There is experimental evidence that saccades during visual search preferentially target locations that contain task-relevant information . However, the question remains what kind of strategy people use to decide what is relevant for a task. Do we use simple heuristics or complex algorithms based on the ideas of information theory? For example, for a shape-learning and -matching task sequential entropy-minimization was successfully used to predict human fixations . Inspired by this fact, we test three entropy-based strategies for sequential location (image patches) selection during a visual classification task.
In our experiments, we used a more constrained setup than eye-tracking, were the subject had to click on an image location explicitly. During the experiment, images of clock digits consisting of seven patches at different locations are presented. Initially all patches are covered and shown as a gray outline (Figure 1A). Patches can be uncovered by clicking at them. The task is to uncover a minimal number of patches that, in the subject's opinion, help to identify the digit. The presentation stops when the digit is unambiguously identified (Figure 1 A bottom).
Figure 1. A. Examples of covered and partially uncovered digits. B. Log-likelihoods of the observed data given different strategies for a single subject.
Determining the task-relevant parts of a visual scene is closely related to the problem of feature selection in machine learning. Correspondingly, we tested to what extend human behavior can be explained in terms of feature selection criteria.

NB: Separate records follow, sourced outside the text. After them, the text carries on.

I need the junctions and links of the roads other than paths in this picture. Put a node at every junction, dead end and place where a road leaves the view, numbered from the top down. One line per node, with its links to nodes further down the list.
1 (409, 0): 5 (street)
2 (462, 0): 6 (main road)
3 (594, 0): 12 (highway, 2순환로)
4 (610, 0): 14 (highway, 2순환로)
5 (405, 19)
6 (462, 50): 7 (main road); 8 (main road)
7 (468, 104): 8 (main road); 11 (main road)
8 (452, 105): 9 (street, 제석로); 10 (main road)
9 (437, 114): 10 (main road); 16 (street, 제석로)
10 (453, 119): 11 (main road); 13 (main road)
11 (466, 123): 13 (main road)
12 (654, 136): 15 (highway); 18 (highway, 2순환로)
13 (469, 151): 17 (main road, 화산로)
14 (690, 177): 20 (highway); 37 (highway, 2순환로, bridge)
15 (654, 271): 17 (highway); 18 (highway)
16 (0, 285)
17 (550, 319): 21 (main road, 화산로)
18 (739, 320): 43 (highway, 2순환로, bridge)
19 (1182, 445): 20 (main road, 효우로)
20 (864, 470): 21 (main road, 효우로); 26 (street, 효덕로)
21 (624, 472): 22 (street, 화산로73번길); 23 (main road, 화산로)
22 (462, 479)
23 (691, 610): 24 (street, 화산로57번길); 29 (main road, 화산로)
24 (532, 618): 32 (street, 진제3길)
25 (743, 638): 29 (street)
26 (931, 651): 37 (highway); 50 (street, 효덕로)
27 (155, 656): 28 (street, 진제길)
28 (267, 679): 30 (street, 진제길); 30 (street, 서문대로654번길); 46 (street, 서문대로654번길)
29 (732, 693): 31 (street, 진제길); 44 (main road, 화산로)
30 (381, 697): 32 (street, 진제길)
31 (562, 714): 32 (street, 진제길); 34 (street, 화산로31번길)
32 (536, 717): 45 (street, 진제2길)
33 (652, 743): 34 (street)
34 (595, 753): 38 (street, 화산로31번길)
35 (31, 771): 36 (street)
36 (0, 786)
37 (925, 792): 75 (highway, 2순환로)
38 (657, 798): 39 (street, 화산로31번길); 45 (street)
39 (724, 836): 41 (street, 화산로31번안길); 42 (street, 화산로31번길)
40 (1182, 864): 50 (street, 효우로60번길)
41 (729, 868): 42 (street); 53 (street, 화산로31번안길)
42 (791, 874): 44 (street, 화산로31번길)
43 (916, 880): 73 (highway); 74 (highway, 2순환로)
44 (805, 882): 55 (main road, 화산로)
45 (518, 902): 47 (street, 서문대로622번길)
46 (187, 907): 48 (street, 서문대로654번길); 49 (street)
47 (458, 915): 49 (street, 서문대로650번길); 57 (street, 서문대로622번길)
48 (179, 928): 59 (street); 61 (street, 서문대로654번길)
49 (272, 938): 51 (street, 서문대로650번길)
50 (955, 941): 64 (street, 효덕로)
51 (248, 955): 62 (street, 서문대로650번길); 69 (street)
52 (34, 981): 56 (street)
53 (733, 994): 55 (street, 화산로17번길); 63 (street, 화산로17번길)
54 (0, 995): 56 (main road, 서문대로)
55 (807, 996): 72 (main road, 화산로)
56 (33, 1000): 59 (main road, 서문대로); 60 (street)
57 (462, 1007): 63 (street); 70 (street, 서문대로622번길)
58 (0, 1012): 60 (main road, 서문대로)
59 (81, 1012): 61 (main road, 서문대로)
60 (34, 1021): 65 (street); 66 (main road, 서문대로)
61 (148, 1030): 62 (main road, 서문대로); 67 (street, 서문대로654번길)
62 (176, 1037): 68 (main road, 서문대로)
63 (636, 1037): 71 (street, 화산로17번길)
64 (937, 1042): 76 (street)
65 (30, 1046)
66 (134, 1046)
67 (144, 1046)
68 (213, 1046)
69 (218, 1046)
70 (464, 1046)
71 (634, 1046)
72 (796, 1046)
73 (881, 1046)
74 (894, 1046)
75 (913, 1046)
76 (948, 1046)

The first strategy (MI, Mutual Information), is considered as a heuristic. It simply ranks all locations according to the mutual information they provide about digit identity . The second strategy (CMI, Conditional Mutual Information) takes into account high-order dependencies between locations, i.e. selects those that are both informative and non-redundant with respect to the already selected locations. The third strategy (AMI, Adaptive conditional Mutual Information) is an adaptive version of CMI, which takes into account also observed values of the already attended locations, suggesting that every next decision depends on what one has seen on the previous steps. Thus, in contrast to MI and CMI, the optimal location sequence is different for each image.
We compare these strategies with respect to their explanatory power of the observed behavioral data . For this, we turn them into generative models of patch sequences. Each model assumes that the next patch is chosen as softly maximizing the strategy-specific information about the image class. The softmax function is parametrized with β. For low values of β all sequences are equally likely, i.e. the subject acts randomly, whereas a high β concentrates the probability mass on sequences which select the most informative patches – according to each strategy – on each step. Preliminary results show that the behavior of most subjects is best explained by the AMI strategy.
Our clicking experiment provide evidence that for a visual classification task people are able to employ quite complex entropy-based search strategies. We found in particular that, even though it is more computationally demanding, most people act adaptively, i.e. take into account image-specific information.